## PROBLEM STATEMENT
Among the records, which lines include "Bushy"? List them.

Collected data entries

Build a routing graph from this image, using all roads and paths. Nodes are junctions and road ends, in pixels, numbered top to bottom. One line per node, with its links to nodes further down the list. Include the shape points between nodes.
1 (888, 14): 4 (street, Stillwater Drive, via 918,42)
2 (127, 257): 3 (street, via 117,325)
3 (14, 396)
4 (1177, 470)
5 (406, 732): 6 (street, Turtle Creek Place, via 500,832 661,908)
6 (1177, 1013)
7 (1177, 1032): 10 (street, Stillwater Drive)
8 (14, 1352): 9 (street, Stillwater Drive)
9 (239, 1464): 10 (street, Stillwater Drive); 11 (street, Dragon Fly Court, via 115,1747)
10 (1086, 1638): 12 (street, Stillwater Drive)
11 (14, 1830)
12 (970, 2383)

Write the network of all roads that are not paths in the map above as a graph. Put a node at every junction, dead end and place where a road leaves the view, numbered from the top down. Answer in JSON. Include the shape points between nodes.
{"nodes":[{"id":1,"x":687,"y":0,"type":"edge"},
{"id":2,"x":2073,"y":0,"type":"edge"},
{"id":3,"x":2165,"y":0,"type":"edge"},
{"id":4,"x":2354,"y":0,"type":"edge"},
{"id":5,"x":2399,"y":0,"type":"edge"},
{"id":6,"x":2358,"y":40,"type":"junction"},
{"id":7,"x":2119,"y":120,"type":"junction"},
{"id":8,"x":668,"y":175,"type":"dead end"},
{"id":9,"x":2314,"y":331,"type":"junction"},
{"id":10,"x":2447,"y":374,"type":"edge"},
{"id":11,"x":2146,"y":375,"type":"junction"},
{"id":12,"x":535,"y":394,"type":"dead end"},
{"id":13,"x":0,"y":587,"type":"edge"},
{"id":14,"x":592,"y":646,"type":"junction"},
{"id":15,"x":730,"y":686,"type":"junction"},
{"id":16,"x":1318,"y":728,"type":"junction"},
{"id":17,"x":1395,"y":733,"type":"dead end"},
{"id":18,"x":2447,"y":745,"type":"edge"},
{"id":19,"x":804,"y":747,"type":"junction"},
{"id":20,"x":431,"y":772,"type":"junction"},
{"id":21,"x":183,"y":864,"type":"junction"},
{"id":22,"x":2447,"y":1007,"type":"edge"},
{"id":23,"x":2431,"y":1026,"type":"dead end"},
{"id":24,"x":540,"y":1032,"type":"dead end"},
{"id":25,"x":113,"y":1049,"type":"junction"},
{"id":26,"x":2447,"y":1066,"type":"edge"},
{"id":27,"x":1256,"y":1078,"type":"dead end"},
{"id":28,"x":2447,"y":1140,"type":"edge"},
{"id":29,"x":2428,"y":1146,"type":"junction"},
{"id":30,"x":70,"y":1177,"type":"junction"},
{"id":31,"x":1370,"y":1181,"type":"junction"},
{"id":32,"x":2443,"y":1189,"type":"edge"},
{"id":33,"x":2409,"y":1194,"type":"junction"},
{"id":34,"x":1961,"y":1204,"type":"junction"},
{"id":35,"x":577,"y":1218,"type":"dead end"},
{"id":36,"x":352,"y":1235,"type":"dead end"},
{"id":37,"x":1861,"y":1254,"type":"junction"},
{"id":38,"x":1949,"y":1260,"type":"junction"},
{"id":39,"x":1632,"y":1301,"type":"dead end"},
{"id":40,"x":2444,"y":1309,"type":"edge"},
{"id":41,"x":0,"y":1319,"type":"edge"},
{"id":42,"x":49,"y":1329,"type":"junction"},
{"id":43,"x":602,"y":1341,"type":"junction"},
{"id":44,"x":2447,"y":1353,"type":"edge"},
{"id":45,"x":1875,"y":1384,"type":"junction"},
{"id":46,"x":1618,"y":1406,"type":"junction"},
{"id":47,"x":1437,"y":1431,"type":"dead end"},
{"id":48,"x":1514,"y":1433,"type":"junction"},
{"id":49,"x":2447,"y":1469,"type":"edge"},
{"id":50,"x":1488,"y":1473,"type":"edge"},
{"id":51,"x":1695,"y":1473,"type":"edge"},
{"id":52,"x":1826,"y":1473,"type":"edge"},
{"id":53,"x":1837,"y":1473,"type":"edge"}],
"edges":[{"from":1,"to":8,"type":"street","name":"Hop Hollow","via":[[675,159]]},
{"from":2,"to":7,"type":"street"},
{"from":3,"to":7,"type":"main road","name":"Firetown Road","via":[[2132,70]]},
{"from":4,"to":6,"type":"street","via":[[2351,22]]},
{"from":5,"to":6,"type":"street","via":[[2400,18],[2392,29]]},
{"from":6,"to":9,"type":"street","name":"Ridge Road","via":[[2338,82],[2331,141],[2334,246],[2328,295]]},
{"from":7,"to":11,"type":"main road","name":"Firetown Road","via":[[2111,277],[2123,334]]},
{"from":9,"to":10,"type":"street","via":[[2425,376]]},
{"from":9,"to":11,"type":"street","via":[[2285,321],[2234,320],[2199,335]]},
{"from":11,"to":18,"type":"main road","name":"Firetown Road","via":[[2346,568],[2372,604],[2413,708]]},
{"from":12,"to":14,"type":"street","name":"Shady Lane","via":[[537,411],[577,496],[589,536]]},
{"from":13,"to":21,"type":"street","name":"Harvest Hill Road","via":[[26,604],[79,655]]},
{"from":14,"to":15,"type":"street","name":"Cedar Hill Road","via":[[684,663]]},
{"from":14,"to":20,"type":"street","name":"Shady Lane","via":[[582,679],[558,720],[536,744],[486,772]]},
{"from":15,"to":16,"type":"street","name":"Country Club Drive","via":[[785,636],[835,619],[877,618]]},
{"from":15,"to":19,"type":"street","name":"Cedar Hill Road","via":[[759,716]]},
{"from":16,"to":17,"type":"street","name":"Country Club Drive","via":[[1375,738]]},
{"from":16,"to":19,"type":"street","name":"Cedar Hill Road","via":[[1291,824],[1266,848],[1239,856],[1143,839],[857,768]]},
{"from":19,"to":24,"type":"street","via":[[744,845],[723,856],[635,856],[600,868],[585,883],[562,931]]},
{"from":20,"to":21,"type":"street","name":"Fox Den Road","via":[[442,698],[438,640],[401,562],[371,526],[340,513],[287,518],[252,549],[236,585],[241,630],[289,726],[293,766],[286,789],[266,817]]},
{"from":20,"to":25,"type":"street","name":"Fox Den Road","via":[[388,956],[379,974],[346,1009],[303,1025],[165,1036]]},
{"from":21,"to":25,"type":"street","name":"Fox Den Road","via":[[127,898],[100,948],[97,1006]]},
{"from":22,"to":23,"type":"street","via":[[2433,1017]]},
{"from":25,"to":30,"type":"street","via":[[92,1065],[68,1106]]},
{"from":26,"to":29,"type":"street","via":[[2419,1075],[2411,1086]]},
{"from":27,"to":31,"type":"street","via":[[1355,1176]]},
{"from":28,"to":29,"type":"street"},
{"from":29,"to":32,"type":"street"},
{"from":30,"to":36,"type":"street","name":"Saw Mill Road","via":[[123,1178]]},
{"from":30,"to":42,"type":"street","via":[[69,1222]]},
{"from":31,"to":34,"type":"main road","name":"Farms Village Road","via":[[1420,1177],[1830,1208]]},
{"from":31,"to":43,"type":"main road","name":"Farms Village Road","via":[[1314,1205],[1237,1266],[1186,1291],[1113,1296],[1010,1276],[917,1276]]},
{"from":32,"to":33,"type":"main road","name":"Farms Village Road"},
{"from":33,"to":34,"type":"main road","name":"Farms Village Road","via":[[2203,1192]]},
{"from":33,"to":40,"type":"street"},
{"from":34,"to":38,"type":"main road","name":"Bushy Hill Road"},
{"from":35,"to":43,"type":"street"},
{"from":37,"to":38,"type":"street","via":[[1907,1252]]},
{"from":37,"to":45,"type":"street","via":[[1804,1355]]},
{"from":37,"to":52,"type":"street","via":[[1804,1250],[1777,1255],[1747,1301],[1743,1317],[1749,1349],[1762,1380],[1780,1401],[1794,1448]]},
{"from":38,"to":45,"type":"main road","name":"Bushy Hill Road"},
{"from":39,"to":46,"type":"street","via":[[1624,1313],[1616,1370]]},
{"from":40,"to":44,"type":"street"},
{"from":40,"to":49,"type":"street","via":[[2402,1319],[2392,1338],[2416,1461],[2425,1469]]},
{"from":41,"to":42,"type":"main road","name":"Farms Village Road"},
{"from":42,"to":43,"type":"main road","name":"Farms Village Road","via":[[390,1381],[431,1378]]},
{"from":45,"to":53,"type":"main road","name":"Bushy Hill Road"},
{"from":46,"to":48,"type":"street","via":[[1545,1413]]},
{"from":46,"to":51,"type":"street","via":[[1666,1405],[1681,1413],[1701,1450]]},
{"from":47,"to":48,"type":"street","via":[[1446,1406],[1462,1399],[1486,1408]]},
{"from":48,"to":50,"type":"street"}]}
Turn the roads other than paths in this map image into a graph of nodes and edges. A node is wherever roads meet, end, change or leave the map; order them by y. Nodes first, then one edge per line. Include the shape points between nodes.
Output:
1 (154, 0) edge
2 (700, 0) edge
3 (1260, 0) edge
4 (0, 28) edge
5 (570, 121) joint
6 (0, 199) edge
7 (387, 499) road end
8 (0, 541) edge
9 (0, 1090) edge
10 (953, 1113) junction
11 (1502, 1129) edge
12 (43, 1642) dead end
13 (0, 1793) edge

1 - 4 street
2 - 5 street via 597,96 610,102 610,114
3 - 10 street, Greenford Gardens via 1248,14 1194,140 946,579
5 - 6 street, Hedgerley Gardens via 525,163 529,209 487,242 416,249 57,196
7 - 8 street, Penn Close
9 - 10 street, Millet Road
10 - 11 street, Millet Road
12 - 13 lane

## WRITTEN REPLY
{"from":34,"to":38,"type":"main road","name":"Bushy Hill Road"},
{"from":38,"to":45,"type":"main road","name":"Bushy Hill Road"},
{"from":45,"to":53,"type":"main road","name":"Bushy Hill Road"},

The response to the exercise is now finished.